[Records from a data collection]

——————————

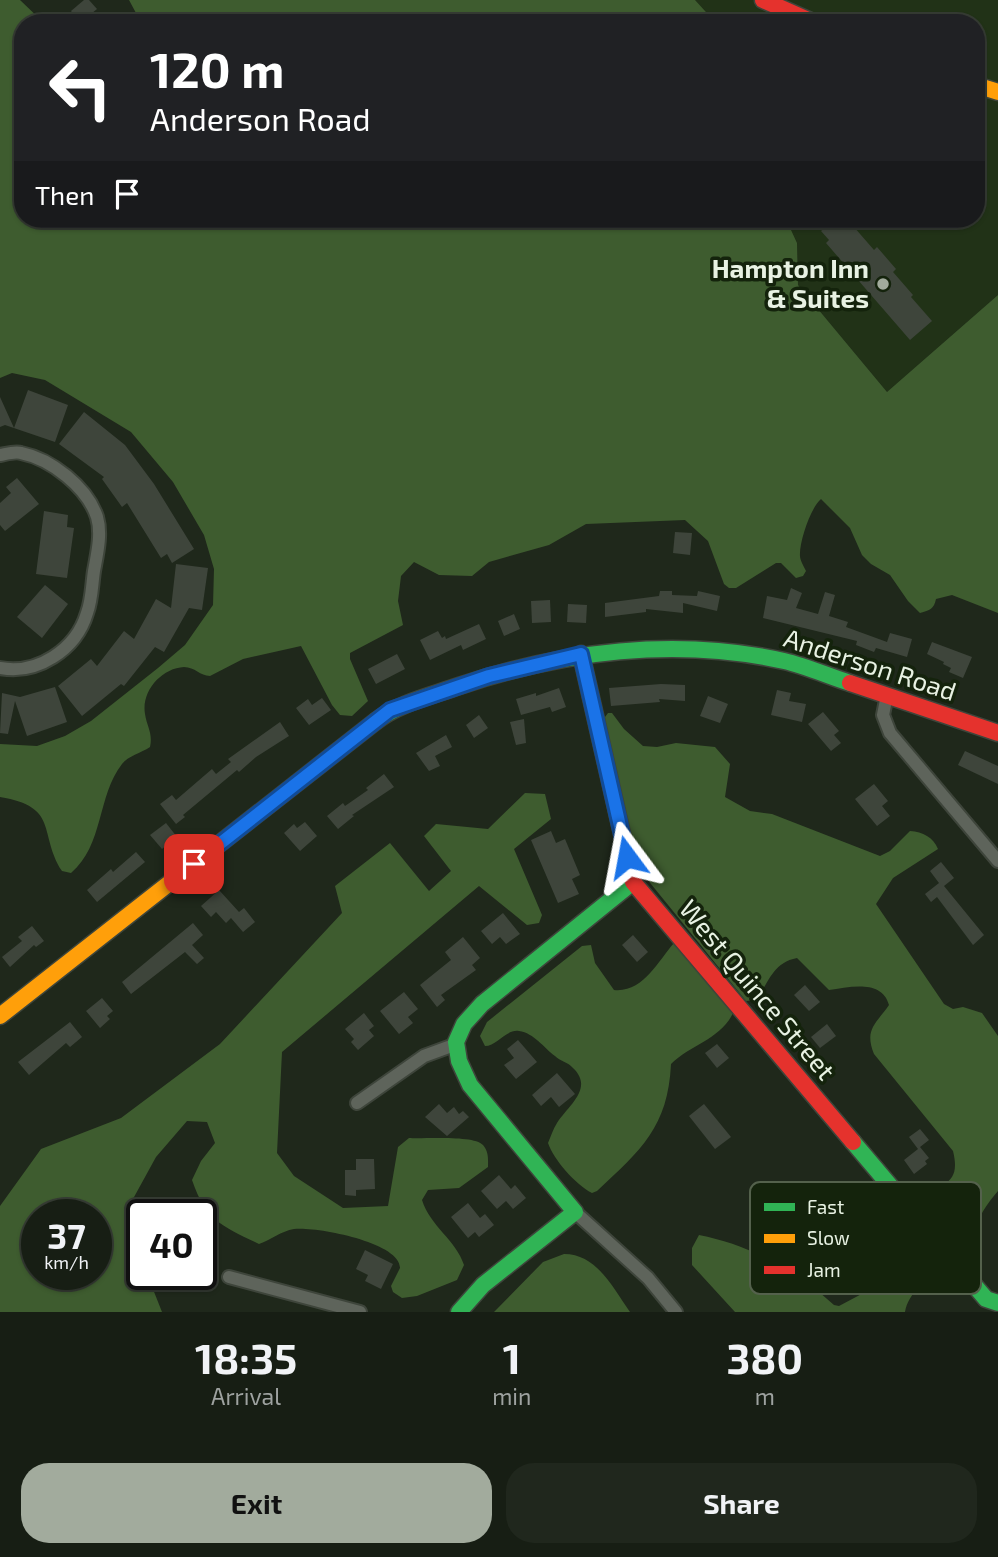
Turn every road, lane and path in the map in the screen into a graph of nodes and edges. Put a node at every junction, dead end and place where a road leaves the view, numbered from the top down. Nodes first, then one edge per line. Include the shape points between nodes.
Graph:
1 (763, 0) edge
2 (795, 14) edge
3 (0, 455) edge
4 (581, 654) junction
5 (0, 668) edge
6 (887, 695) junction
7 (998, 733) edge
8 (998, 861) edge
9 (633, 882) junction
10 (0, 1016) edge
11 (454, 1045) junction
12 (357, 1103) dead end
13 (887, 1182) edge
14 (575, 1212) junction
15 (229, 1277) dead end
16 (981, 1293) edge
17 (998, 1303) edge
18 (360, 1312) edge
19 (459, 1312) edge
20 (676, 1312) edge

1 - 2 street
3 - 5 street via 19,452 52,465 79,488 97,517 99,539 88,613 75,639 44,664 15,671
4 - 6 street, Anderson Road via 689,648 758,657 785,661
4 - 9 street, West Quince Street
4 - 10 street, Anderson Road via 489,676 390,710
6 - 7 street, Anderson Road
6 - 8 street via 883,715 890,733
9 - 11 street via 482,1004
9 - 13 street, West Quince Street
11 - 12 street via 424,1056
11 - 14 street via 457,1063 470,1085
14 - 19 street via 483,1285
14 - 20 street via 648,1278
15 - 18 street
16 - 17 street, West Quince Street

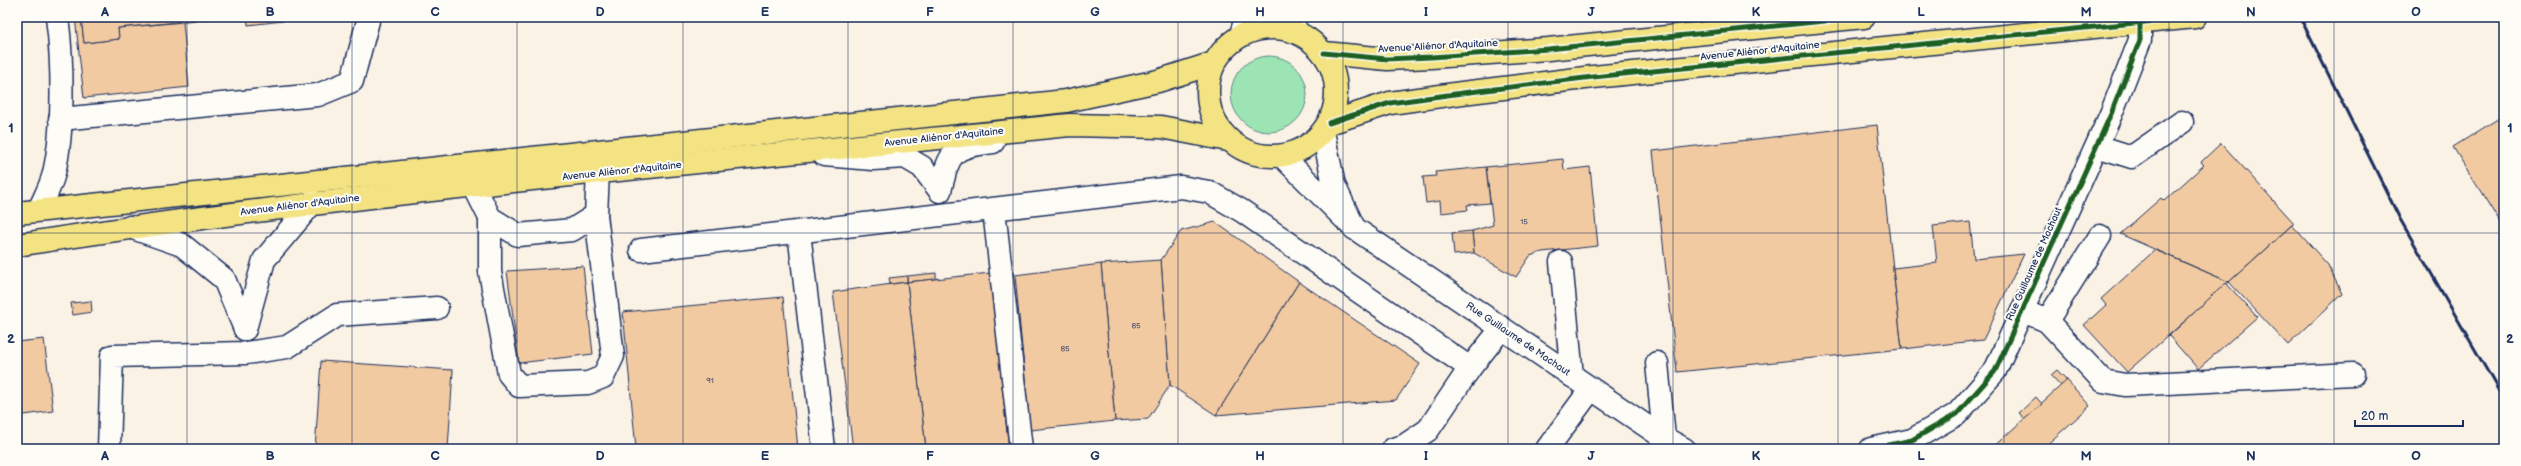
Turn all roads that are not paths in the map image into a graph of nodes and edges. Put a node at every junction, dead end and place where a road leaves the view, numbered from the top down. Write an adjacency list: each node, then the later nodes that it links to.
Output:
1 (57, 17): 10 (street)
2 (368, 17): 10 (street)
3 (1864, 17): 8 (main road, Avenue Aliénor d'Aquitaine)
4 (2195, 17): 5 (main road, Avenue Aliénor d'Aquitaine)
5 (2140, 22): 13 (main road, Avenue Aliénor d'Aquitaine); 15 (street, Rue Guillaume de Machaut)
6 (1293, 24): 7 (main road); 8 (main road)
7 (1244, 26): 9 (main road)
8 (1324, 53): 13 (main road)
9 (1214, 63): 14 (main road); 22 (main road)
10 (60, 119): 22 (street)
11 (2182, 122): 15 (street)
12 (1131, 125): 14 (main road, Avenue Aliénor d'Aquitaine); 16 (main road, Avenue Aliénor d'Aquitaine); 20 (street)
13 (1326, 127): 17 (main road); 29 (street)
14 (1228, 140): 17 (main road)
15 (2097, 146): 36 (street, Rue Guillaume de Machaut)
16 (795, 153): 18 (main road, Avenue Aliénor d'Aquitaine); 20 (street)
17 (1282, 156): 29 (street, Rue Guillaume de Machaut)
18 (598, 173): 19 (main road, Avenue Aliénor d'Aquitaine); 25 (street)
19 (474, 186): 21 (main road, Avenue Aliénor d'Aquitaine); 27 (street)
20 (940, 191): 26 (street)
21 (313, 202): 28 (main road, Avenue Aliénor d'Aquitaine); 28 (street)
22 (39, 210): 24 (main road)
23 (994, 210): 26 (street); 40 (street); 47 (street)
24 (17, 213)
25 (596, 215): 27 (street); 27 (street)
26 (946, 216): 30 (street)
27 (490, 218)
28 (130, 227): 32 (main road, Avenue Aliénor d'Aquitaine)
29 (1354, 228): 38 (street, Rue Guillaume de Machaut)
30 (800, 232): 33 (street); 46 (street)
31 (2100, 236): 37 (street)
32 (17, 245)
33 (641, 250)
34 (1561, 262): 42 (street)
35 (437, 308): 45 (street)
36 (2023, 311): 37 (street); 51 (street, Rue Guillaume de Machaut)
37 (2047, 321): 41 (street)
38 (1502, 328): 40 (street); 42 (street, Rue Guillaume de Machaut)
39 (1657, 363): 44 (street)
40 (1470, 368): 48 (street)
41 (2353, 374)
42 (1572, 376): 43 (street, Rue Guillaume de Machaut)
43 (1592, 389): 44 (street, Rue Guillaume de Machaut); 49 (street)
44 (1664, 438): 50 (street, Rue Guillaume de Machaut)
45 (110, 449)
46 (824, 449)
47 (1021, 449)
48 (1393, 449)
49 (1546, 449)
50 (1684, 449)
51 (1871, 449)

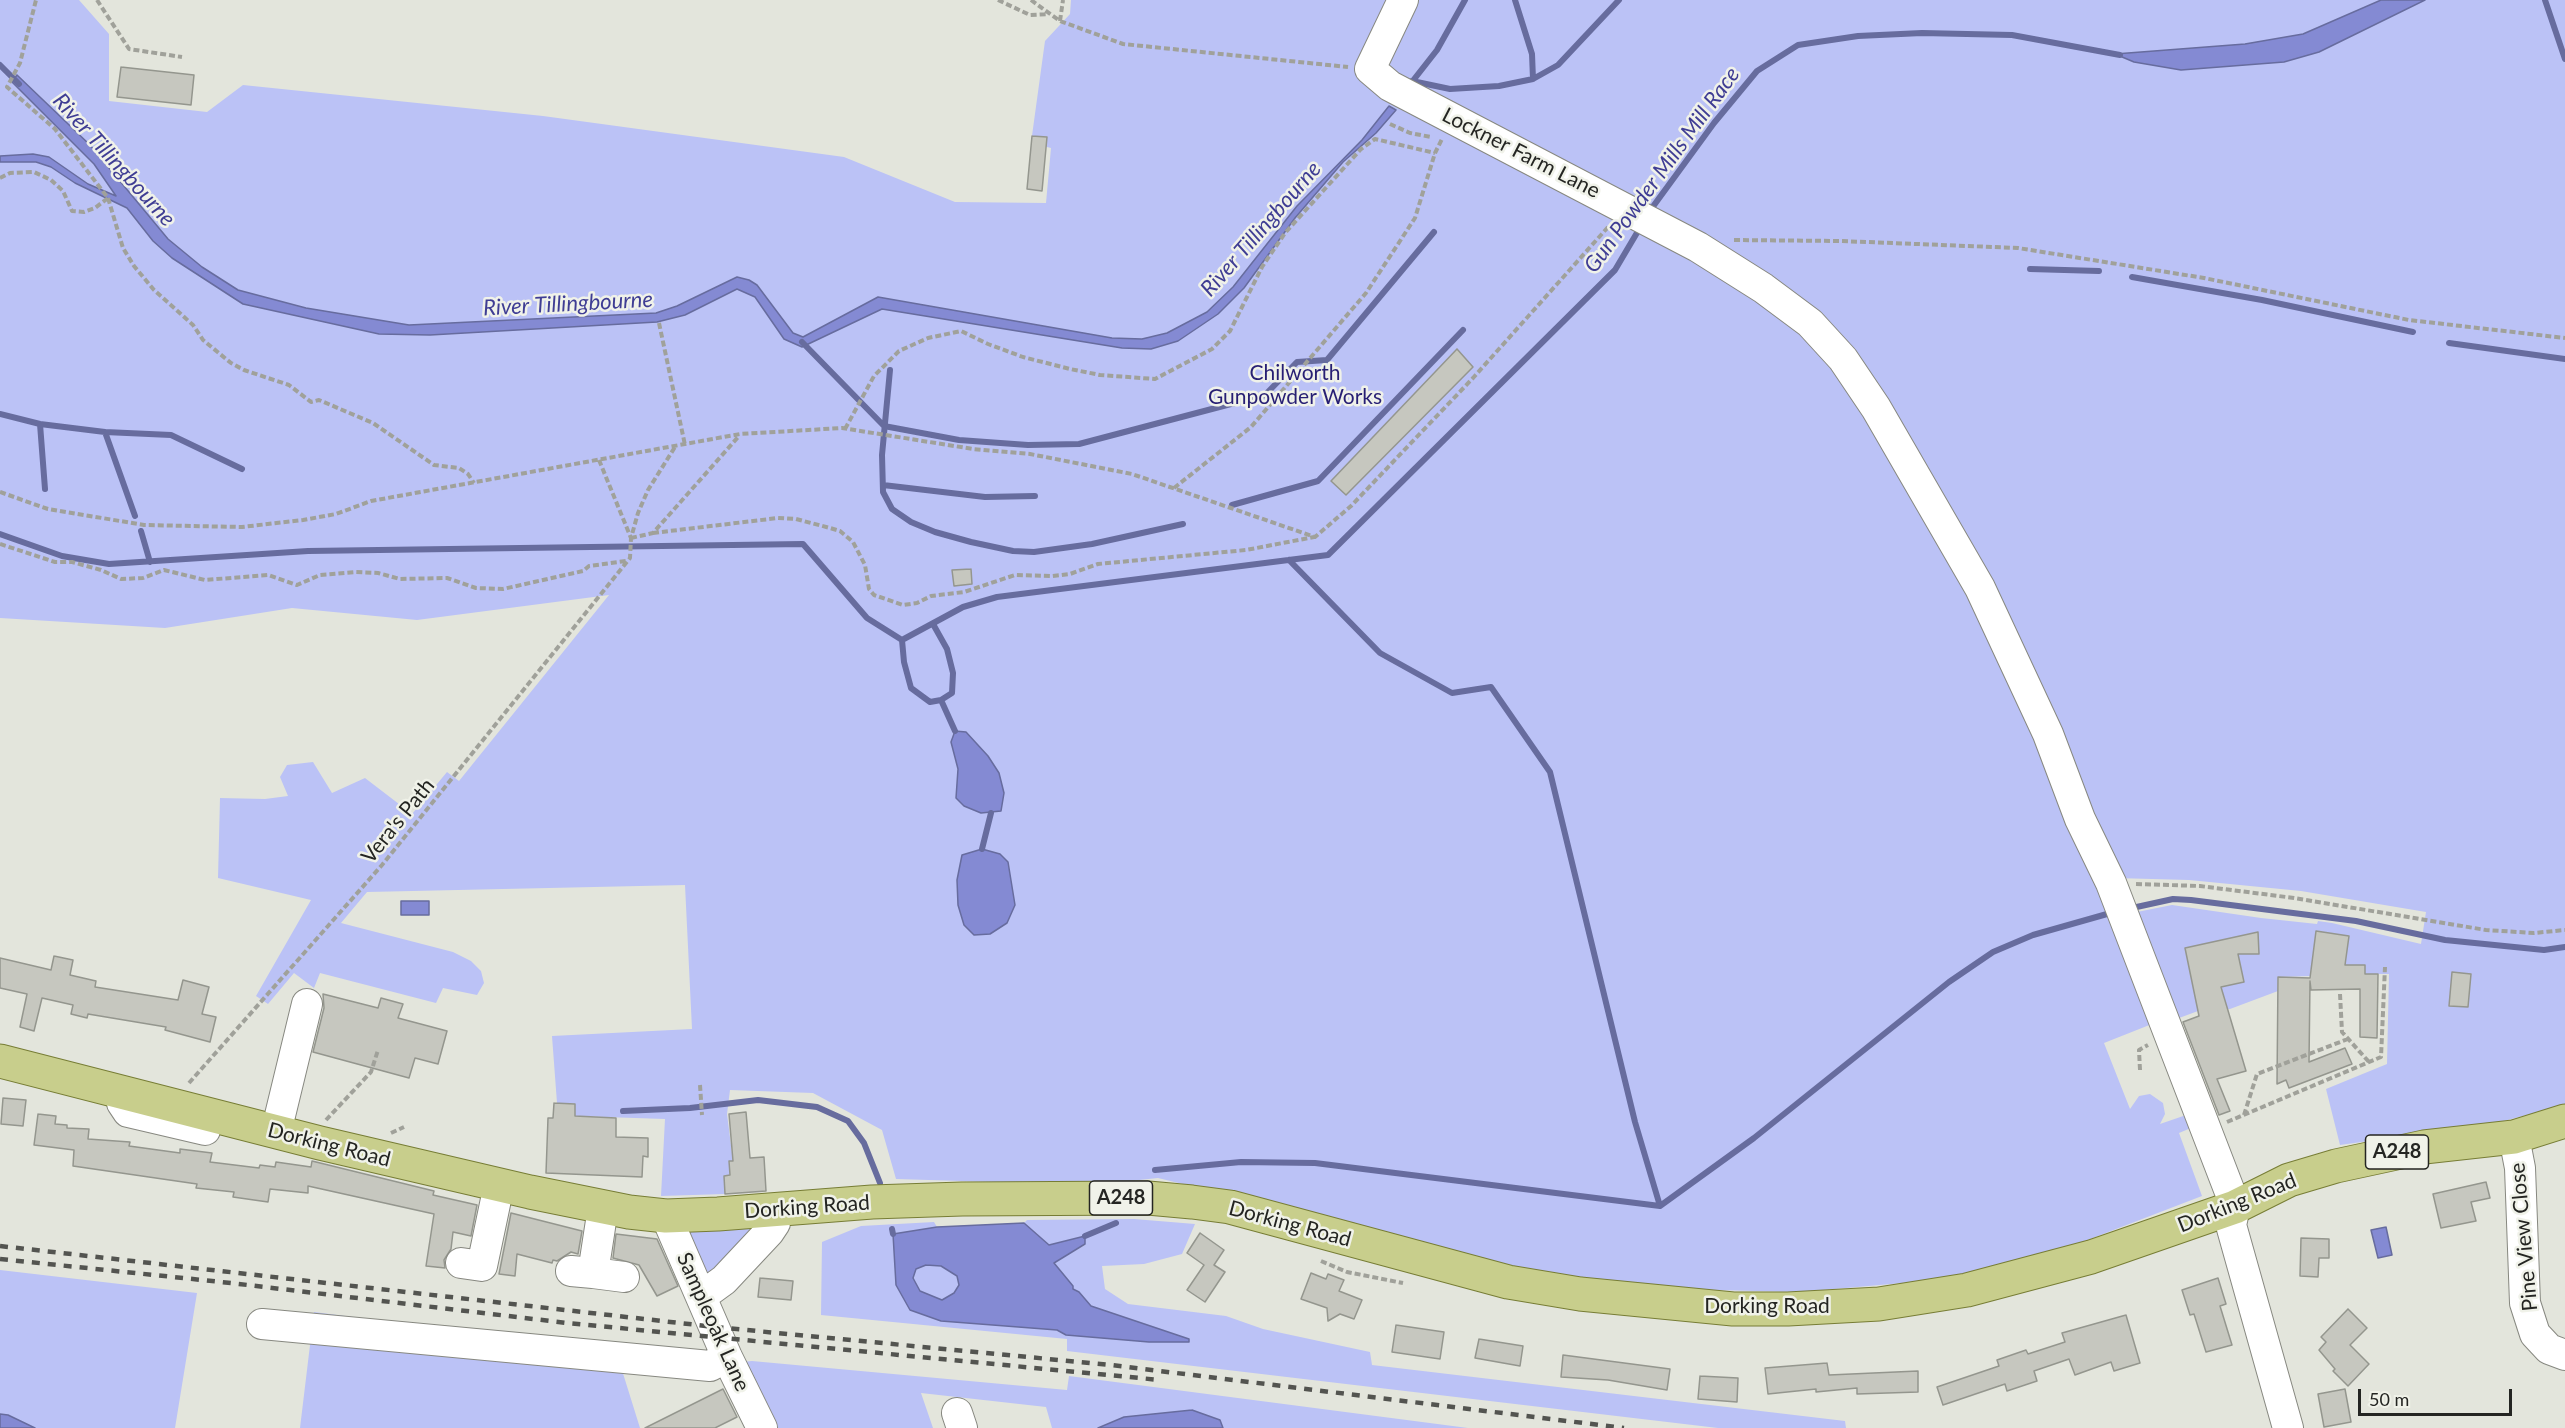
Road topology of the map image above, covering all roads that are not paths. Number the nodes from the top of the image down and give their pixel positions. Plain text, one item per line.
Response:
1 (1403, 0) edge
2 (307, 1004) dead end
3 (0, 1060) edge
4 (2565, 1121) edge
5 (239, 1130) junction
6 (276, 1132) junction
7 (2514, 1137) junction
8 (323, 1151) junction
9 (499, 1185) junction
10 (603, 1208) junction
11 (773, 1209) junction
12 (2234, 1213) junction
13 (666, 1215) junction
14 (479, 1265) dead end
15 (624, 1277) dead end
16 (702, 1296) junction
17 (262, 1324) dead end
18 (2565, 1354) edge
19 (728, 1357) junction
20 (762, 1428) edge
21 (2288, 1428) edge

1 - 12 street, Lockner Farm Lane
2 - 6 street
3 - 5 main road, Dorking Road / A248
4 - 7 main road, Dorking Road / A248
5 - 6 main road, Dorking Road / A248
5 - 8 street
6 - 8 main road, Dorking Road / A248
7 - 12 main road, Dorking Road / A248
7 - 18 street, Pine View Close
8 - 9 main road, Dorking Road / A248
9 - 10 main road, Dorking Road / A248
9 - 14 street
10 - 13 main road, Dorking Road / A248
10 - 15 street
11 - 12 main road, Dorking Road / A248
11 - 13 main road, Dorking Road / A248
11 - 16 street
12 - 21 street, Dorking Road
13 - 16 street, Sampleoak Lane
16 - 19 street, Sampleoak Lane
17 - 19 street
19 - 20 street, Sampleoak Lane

——————————

_EXERCISE INSTRUCTIONS_
Leave the pictures out and write out every entry exactly as given.

_SOLUTION_
Turn every road, lane and path in the map in the screen into a graph of nodes and edges. Put a node at every junction, dead end and place where a road leaves the view, numbered from the top down. Nodes first, then one edge per line. Include the shape points between nodes.
Graph:
1 (763, 0) edge
2 (795, 14) edge
3 (0, 455) edge
4 (581, 654) junction
5 (0, 668) edge
6 (887, 695) junction
7 (998, 733) edge
8 (998, 861) edge
9 (633, 882) junction
10 (0, 1016) edge
11 (454, 1045) junction
12 (357, 1103) dead end
13 (887, 1182) edge
14 (575, 1212) junction
15 (229, 1277) dead end
16 (981, 1293) edge
17 (998, 1303) edge
18 (360, 1312) edge
19 (459, 1312) edge
20 (676, 1312) edge

1 - 2 street
3 - 5 street via 19,452 52,465 79,488 97,517 99,539 88,613 75,639 44,664 15,671
4 - 6 street, Anderson Road via 689,648 758,657 785,661
4 - 9 street, West Quince Street
4 - 10 street, Anderson Road via 489,676 390,710
6 - 7 street, Anderson Road
6 - 8 street via 883,715 890,733
9 - 11 street via 482,1004
9 - 13 street, West Quince Street
11 - 12 street via 424,1056
11 - 14 street via 457,1063 470,1085
14 - 19 street via 483,1285
14 - 20 street via 648,1278
15 - 18 street
16 - 17 street, West Quince Street

Turn all roads that are not paths in the map image into a graph of nodes and edges. Put a node at every junction, dead end and place where a road leaves the view, numbered from the top down. Write an adjacency list: each node, then the later nodes that it links to.
Output:
1 (57, 17): 10 (street)
2 (368, 17): 10 (street)
3 (1864, 17): 8 (main road, Avenue Aliénor d'Aquitaine)
4 (2195, 17): 5 (main road, Avenue Aliénor d'Aquitaine)
5 (2140, 22): 13 (main road, Avenue Aliénor d'Aquitaine); 15 (street, Rue Guillaume de Machaut)
6 (1293, 24): 7 (main road); 8 (main road)
7 (1244, 26): 9 (main road)
8 (1324, 53): 13 (main road)
9 (1214, 63): 14 (main road); 22 (main road)
10 (60, 119): 22 (street)
11 (2182, 122): 15 (street)
12 (1131, 125): 14 (main road, Avenue Aliénor d'Aquitaine); 16 (main road, Avenue Aliénor d'Aquitaine); 20 (street)
13 (1326, 127): 17 (main road); 29 (street)
14 (1228, 140): 17 (main road)
15 (2097, 146): 36 (street, Rue Guillaume de Machaut)
16 (795, 153): 18 (main road, Avenue Aliénor d'Aquitaine); 20 (street)
17 (1282, 156): 29 (street, Rue Guillaume de Machaut)
18 (598, 173): 19 (main road, Avenue Aliénor d'Aquitaine); 25 (street)
19 (474, 186): 21 (main road, Avenue Aliénor d'Aquitaine); 27 (street)
20 (940, 191): 26 (street)
21 (313, 202): 28 (main road, Avenue Aliénor d'Aquitaine); 28 (street)
22 (39, 210): 24 (main road)
23 (994, 210): 26 (street); 40 (street); 47 (street)
24 (17, 213)
25 (596, 215): 27 (street); 27 (street)
26 (946, 216): 30 (street)
27 (490, 218)
28 (130, 227): 32 (main road, Avenue Aliénor d'Aquitaine)
29 (1354, 228): 38 (street, Rue Guillaume de Machaut)
30 (800, 232): 33 (street); 46 (street)
31 (2100, 236): 37 (street)
32 (17, 245)
33 (641, 250)
34 (1561, 262): 42 (street)
35 (437, 308): 45 (street)
36 (2023, 311): 37 (street); 51 (street, Rue Guillaume de Machaut)
37 (2047, 321): 41 (street)
38 (1502, 328): 40 (street); 42 (street, Rue Guillaume de Machaut)
39 (1657, 363): 44 (street)
40 (1470, 368): 48 (street)
41 (2353, 374)
42 (1572, 376): 43 (street, Rue Guillaume de Machaut)
43 (1592, 389): 44 (street, Rue Guillaume de Machaut); 49 (street)
44 (1664, 438): 50 (street, Rue Guillaume de Machaut)
45 (110, 449)
46 (824, 449)
47 (1021, 449)
48 (1393, 449)
49 (1546, 449)
50 (1684, 449)
51 (1871, 449)

Road topology of the map image above, covering all roads that are not paths. Number the nodes from the top of the image down and give their pixel positions. Plain text, one item per line.
Response:
1 (1403, 0) edge
2 (307, 1004) dead end
3 (0, 1060) edge
4 (2565, 1121) edge
5 (239, 1130) junction
6 (276, 1132) junction
7 (2514, 1137) junction
8 (323, 1151) junction
9 (499, 1185) junction
10 (603, 1208) junction
11 (773, 1209) junction
12 (2234, 1213) junction
13 (666, 1215) junction
14 (479, 1265) dead end
15 (624, 1277) dead end
16 (702, 1296) junction
17 (262, 1324) dead end
18 (2565, 1354) edge
19 (728, 1357) junction
20 (762, 1428) edge
21 (2288, 1428) edge

1 - 12 street, Lockner Farm Lane
2 - 6 street
3 - 5 main road, Dorking Road / A248
4 - 7 main road, Dorking Road / A248
5 - 6 main road, Dorking Road / A248
5 - 8 street
6 - 8 main road, Dorking Road / A248
7 - 12 main road, Dorking Road / A248
7 - 18 street, Pine View Close
8 - 9 main road, Dorking Road / A248
9 - 10 main road, Dorking Road / A248
9 - 14 street
10 - 13 main road, Dorking Road / A248
10 - 15 street
11 - 12 main road, Dorking Road / A248
11 - 13 main road, Dorking Road / A248
11 - 16 street
12 - 21 street, Dorking Road
13 - 16 street, Sampleoak Lane
16 - 19 street, Sampleoak Lane
17 - 19 street
19 - 20 street, Sampleoak Lane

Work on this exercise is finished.